To date, the development of renewable fuels has become a normal phenomenon to solve the problem of diesel fuel emissions and the scarcity of fossil fuels. Biodiesel production has some limitations, such as two-step processes requiring high free fatty acids (FFAs), oil feedstocks and gum formation. Hydrotreated vegetable oil (HVO) is a newly developed international renewable diesel that uses renewable feedstocks via the hydrotreatment process. Unlike FAME, FFAs percentage doesn't affect the HVO production and sustains a higher yield.

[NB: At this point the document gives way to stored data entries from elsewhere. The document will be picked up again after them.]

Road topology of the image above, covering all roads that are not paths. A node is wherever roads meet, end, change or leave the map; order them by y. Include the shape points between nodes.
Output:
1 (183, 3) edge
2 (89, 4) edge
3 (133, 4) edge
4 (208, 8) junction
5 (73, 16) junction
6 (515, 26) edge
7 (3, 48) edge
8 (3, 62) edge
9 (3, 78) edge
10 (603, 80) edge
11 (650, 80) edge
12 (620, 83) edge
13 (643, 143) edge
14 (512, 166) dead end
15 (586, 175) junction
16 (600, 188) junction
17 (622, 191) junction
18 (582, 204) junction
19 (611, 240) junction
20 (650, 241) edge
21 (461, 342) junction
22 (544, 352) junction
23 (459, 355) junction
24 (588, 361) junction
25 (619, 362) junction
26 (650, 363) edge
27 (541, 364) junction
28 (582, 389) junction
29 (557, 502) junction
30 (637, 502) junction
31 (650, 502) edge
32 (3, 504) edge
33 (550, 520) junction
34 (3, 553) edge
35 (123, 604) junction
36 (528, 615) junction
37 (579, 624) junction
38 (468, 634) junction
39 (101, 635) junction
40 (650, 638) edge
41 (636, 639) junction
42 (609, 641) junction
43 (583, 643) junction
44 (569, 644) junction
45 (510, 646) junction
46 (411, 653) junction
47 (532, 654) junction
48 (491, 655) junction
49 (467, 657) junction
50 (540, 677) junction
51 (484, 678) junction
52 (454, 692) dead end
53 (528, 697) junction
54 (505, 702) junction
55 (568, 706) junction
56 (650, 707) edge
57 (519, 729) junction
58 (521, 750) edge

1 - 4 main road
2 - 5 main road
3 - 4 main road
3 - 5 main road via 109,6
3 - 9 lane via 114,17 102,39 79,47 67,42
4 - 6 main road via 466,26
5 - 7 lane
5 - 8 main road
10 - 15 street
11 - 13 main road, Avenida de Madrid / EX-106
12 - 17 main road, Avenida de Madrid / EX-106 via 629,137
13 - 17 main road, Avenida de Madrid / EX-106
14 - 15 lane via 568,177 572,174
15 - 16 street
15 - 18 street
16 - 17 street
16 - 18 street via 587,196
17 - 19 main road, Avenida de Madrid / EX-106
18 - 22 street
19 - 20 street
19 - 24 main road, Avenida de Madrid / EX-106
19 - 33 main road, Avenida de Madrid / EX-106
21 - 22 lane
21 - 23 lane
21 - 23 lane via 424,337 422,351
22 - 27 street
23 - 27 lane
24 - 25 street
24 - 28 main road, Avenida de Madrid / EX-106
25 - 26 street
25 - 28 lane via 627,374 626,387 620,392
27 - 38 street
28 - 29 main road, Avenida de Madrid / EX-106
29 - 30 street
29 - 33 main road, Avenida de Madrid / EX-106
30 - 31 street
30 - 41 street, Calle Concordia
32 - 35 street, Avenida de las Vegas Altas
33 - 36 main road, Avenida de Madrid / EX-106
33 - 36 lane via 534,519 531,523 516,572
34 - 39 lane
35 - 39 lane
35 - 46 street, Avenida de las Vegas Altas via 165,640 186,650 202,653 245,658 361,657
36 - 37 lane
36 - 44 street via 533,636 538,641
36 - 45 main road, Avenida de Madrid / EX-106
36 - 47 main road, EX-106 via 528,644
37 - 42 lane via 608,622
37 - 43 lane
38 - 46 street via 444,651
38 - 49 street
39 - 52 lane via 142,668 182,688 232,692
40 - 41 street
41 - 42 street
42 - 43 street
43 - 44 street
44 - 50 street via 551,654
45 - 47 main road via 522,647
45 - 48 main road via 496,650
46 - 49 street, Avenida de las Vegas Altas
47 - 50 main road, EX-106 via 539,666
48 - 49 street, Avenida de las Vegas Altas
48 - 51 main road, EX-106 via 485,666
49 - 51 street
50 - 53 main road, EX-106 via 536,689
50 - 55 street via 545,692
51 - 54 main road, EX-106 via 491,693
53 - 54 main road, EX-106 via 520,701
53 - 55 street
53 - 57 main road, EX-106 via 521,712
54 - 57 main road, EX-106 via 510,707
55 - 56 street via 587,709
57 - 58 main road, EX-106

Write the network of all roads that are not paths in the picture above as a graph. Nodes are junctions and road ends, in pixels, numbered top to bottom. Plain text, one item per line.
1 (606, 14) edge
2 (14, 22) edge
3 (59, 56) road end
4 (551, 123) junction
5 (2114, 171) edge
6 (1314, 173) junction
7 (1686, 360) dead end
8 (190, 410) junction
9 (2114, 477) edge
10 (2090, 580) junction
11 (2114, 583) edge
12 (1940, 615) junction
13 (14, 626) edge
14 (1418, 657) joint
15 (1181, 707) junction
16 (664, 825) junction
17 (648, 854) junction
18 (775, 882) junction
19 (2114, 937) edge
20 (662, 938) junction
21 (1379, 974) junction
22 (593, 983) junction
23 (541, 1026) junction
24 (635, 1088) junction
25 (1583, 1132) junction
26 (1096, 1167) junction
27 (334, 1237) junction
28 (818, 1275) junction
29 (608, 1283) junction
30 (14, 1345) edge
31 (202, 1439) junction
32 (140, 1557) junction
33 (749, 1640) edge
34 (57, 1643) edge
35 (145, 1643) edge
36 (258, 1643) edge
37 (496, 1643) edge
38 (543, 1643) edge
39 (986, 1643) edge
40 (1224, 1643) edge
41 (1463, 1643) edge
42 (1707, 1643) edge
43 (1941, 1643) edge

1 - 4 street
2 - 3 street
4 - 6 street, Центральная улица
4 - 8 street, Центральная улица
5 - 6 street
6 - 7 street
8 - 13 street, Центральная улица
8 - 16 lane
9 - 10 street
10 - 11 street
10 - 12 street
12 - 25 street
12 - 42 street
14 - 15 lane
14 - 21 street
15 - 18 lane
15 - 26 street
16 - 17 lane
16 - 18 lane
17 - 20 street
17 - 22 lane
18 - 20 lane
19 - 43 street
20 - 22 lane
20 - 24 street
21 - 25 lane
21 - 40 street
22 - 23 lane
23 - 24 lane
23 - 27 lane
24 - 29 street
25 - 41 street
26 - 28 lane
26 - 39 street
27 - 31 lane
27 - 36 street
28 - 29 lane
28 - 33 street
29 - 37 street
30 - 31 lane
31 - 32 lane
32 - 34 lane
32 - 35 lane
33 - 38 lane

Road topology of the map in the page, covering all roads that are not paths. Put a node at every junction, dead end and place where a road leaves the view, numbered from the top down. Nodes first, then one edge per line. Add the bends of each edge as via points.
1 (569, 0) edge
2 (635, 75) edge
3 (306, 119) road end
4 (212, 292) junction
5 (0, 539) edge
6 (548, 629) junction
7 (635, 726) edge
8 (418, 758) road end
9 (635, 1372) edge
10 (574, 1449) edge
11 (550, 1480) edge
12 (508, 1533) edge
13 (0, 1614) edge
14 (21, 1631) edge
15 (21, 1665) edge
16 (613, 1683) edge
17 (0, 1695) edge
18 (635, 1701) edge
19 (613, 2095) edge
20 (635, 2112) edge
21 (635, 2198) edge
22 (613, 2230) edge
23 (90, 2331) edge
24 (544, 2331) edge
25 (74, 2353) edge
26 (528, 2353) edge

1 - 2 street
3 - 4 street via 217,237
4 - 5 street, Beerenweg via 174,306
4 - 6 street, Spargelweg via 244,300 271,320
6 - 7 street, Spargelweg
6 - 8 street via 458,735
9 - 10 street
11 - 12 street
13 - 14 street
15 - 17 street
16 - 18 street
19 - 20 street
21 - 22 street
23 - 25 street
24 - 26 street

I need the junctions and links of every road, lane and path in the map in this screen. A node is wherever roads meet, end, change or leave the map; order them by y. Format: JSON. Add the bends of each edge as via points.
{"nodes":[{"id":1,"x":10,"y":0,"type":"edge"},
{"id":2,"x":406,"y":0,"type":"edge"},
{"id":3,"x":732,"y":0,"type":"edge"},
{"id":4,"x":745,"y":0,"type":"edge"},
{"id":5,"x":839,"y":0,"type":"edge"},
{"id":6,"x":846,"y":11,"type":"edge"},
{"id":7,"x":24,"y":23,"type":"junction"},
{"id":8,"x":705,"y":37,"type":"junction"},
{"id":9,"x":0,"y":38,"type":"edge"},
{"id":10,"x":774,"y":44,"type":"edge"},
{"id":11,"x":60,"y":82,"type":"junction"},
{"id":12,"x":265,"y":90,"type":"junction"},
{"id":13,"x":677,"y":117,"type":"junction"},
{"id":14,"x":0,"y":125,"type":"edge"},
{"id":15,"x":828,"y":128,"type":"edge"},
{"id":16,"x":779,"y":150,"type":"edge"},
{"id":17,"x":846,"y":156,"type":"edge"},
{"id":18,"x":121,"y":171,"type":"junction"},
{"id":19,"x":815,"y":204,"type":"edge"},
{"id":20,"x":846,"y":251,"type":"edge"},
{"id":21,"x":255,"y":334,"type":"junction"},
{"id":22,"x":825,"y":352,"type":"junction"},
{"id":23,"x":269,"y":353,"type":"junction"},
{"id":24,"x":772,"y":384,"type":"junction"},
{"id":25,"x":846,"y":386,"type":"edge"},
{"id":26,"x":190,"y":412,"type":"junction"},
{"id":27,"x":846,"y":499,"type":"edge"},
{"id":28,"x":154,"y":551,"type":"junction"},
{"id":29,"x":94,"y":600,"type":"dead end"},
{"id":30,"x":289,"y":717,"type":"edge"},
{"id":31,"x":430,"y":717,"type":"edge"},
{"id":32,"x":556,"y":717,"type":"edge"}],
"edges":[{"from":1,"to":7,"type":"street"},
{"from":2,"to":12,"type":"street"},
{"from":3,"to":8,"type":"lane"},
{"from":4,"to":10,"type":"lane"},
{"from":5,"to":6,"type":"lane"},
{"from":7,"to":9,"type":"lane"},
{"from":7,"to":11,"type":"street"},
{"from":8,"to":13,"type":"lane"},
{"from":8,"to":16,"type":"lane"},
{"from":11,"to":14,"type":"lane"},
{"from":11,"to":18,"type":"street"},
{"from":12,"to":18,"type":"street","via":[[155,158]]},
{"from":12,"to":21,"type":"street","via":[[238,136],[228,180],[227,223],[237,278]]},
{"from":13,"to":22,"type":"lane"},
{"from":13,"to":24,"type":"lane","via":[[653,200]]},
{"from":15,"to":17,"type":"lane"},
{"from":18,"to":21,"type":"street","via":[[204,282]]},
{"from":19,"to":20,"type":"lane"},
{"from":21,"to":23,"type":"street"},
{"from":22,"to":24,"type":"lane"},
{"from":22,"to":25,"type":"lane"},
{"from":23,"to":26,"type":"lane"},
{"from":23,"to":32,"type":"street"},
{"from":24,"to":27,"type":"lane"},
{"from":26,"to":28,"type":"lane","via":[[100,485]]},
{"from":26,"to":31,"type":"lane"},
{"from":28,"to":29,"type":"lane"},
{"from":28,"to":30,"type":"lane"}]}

The improved characteristics of HVO, such as a higher cetane value, better cold flow properties, lower emissions and excellent oxidation stability for storage, stand out from FAME biodiesel. Moreover, HVO is a hydrocarbon without oxygen content, but FAME is an ester with 11% oxygen content which makes it differ in oxidation stability. Waste sludge palm oil (SPO), an abundant non-edible industrial waste, was reused and selected as the feedstock for HVO production. Techno-economical and energy analyses were conducted for HVO production using Aspen HYSYS with a plant capacity of 25,000 kg/h. Alternatively, hydrogen has been recycled to reduce the hydrogen feed. With a capital investment of RM 65.86 million and an annual production cost of RM 332.56 million, the base case of the SPO-HVO production process was more desirable after consideration of all economic indicators and HVO purity. The base case of SPO-HVO production could achieve a return on investment (ROI) of 89.03% with a payback period (PBP) of 1.68 years. The SPO-HVO production in this study has observed a reduction in the primary greenhouse gas, carbon dioxide (CO2) emission by up to 90% and the total annual production cost by nearly RM 450 million. Therefore, SPO-HVO production is a potential and alternative process to produce biobased diesel fuels with waste oil.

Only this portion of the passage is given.